Forget mere lack of intelligence—it takes a special sort of
stupidity to design a vessel like this new Enterprise. Its shields don’t work.
The transporters can be thwarted by doing the Harlem shake. And its interior is
riddled with deep, uncovered chasms whose only purpose could be to squash the
entire crew into Klingon blood-wine in the inevitable event this tinfoil
death-trap loses its artificial gravity. I imagine the only justice for this
ingenious simpleton could be a firing squad comprising Werner Von Braun,
Freeman Dyson, and every other notable physicist and engineer of the 20th
Century.

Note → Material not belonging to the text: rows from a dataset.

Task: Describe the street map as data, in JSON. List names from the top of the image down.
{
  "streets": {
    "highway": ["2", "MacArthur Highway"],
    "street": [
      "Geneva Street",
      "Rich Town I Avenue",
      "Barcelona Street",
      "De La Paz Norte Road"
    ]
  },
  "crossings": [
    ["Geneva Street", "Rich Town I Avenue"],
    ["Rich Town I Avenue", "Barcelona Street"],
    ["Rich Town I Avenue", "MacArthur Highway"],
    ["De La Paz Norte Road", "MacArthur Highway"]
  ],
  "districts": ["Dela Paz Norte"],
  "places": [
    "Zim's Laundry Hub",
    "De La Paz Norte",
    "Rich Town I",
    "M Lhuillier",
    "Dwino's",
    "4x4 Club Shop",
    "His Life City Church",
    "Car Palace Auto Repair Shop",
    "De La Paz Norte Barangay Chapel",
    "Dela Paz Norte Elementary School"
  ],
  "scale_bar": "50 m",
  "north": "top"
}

Starfleet is fortunate that they avoided a war with the Klingons: a cabal
of escaped organ grinder’s monkeys in a flotilla of space-borne soup cans would
show better judgment than Abrams’ Federation.

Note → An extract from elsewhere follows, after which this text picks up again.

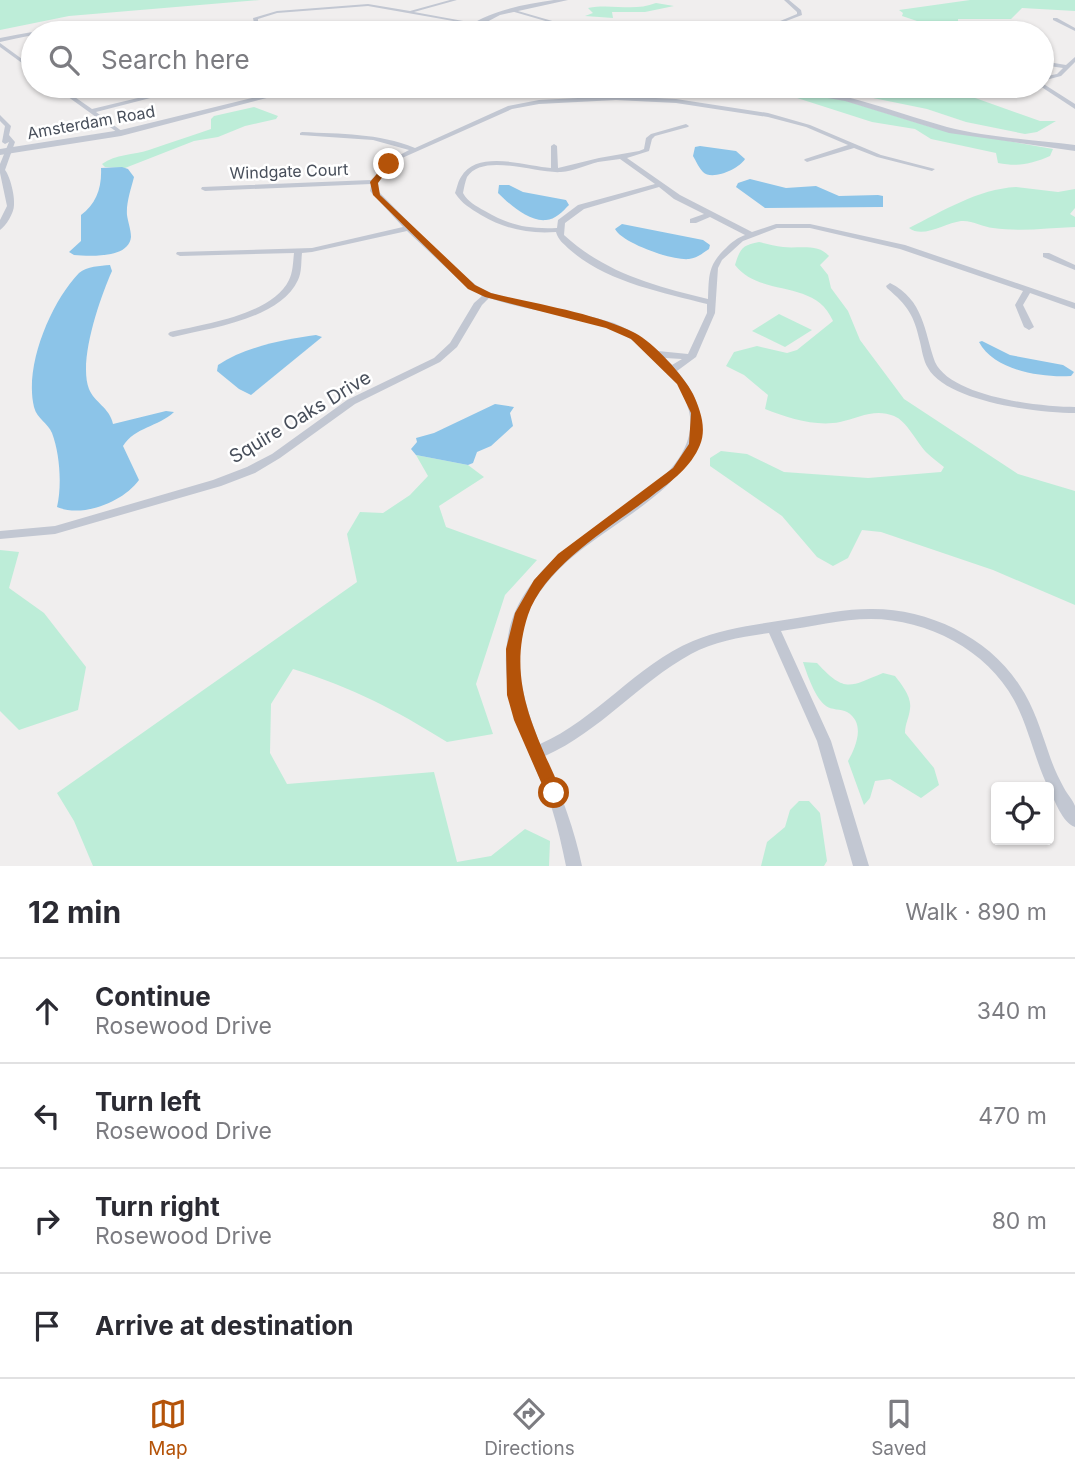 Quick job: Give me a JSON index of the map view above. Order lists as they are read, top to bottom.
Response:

Yet, many people still praise this film, as they do with
Abrams’ first gutting of the franchise. So often, when I present my (and many
other Star Trek fans’) criticism to
people, they brush them aside. “It’s still a fun action movie,” they say, “They
needed to make Star Trek appeal to a
mass audience. Abrams is taking the series in a new direction, and they’re
making it for everybody, not just fans.”
While I understand that film criticism involves no small
element of taste, this argument tires me. The fact that Abrams’ films are
trying to be “fun action movies”—philosophy, morality, or genuine political
commentary be damned!—is exactly my problem. Star Trek: The Original Series was frequently campy and rough
around the edges, but it had humanity, charm and thoughtfulness. Its ability to
place ethical and political matters in perspective, as well as its embracing of
diversity in an era riddled with bigotry, are what gave Star Trek its appeal in the first place. Any “new direction” the
series takes cannot call itself Star Trek
if it abandons that core.
Moreover, for a film that’s supposed to be for “fans of
movies, not fans of Star Trek,” as
Abrams claims it to be, it relies on the original’s legacy to a surprising
extent. Benedict Cumberbatch over-acts the reveal that his character is
actually Khan Noonien Sing, of Wrath of Khan
fame. I do not understand how people unfamiliar with Star Trek are supposed to care about this fact. Abrams inserts a
completely unnecessary Leonard Nimoy cameo which affects the plot in no way
whatsoever. While the story initially takes an intriguing turn towards the
Enterprise working with Khan to defeat a rogue Starfleet admiral, the whole
thing dives into the gutter when Khan betrays Kirk and company. From then on,
the film amounts to nothing more than a clumsy parody of The Wrath of Khan. In aping the older Star Trek’s greatness, the movie’s hollowness stands out even more.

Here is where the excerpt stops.